Nel contesto: Custodirò le mie vie e la mia lingua davanti ai malvagi; disciplinare la parola non significa nascondere abusi, prove, pericolo o testimonianza vera.

Fraintendimento: Non usare il versetto per imporre silenzio, soprattutto a vittime, bambini, dipendenti, pazienti o persone sotto autorità.

Nel contesto: L’orante tace perfino sul bene e il dolore aumenta; reprimere può approfondire l’angoscia e il versetto non impone di restare senza voce.

Fraintendimento: Pensare alla morte dovrebbe produrre sapienza e compassione, non nichilismo, autolesionismo o rinuncia alle cure necessarie.

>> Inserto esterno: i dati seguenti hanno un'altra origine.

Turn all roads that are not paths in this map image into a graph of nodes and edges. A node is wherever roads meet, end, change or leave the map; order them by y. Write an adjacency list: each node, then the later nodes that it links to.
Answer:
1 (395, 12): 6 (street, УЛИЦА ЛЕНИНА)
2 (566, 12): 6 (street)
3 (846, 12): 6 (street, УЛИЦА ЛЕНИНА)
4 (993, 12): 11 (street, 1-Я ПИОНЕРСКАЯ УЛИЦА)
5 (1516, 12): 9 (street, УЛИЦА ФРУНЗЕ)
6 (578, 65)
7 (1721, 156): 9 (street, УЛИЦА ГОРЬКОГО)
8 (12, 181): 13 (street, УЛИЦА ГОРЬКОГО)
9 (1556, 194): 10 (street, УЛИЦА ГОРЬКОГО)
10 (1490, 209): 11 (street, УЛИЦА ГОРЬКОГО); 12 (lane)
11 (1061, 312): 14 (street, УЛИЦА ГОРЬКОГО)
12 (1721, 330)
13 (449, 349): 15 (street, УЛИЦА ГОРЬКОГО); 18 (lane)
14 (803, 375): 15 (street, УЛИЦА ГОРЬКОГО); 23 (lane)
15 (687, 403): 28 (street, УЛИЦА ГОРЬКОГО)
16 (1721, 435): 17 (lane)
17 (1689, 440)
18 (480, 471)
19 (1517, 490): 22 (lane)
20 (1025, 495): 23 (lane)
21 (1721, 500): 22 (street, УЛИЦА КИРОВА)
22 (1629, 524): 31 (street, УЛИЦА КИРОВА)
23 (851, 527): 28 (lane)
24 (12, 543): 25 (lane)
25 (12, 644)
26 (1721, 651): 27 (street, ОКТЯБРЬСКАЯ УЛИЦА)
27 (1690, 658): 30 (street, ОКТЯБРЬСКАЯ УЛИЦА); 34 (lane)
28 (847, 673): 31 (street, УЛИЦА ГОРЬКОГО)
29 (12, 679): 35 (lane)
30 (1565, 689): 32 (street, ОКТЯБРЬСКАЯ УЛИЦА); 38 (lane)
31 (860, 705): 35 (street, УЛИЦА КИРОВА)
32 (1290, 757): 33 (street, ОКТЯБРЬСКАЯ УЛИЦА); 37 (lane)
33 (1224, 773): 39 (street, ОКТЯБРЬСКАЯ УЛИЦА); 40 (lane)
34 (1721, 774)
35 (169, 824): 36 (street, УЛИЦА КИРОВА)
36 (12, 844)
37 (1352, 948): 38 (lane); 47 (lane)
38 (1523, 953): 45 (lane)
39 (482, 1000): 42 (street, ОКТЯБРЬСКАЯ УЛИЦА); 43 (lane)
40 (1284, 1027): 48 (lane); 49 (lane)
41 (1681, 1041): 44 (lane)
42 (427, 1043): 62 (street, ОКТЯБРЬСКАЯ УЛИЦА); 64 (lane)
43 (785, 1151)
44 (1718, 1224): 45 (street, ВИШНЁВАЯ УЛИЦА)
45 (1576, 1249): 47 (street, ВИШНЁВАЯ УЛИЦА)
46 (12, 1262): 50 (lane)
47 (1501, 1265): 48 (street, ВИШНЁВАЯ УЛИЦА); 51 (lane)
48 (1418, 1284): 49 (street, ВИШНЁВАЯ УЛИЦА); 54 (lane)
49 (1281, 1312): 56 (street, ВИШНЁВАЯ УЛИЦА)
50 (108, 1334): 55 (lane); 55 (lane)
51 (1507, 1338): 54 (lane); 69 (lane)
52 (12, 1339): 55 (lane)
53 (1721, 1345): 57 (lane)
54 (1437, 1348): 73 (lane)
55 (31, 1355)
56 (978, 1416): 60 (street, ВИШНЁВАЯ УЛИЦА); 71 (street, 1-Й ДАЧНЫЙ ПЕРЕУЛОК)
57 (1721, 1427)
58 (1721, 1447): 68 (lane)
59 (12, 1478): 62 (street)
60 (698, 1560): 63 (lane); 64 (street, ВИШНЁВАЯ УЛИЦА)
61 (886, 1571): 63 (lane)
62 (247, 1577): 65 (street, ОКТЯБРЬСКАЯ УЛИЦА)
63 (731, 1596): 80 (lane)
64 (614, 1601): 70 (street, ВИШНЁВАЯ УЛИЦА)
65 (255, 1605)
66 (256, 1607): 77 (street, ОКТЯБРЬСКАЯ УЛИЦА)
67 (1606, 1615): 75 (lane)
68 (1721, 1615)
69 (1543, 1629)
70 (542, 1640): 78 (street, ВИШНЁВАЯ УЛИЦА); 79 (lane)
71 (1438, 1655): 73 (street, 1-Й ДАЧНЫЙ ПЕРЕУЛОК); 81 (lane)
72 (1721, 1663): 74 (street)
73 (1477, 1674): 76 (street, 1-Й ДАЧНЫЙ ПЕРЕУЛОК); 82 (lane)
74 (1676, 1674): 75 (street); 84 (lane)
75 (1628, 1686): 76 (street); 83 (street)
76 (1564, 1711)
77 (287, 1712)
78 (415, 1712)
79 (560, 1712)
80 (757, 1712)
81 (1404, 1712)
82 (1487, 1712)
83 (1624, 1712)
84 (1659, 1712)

Nel contesto: Insegnami la mia fine e la misura dei miei giorni perché riconosca la mia fragilità; la mortalità chiama alla sapienza, non al disprezzo della vita.

Fraintendimento: La brevità umana non rende le persone sacrificabili né priva di senso corpo, relazioni, lavoro o sofferenza.

Nel contesto: I giorni sono come un palmo e la vita appare come vapore davanti a Dio; la brevità umilia l’orgoglio senza negare il valore della vita incarnata.

Fraintendimento: La critica riguarda l’accumulo ansioso, non risparmio lecito, pianificazione prudente, eredità o provvista per i familiari.

Nel contesto: Le persone passano come ombre e accumulano senza sapere chi riceverà; l’accumulo ansioso non può assicurare permanenza.

Fraintendimento: Confessare non significa accettare scherno, coercizione, abuso, accuse false o punizioni imposte da persone manipolatrici.

Nel contesto: Liberami dalle mie trasgressioni e non rendermi scherno degli stolti; la confessione cerca restaurazione senza accettare umiliazione o abuso come meritati.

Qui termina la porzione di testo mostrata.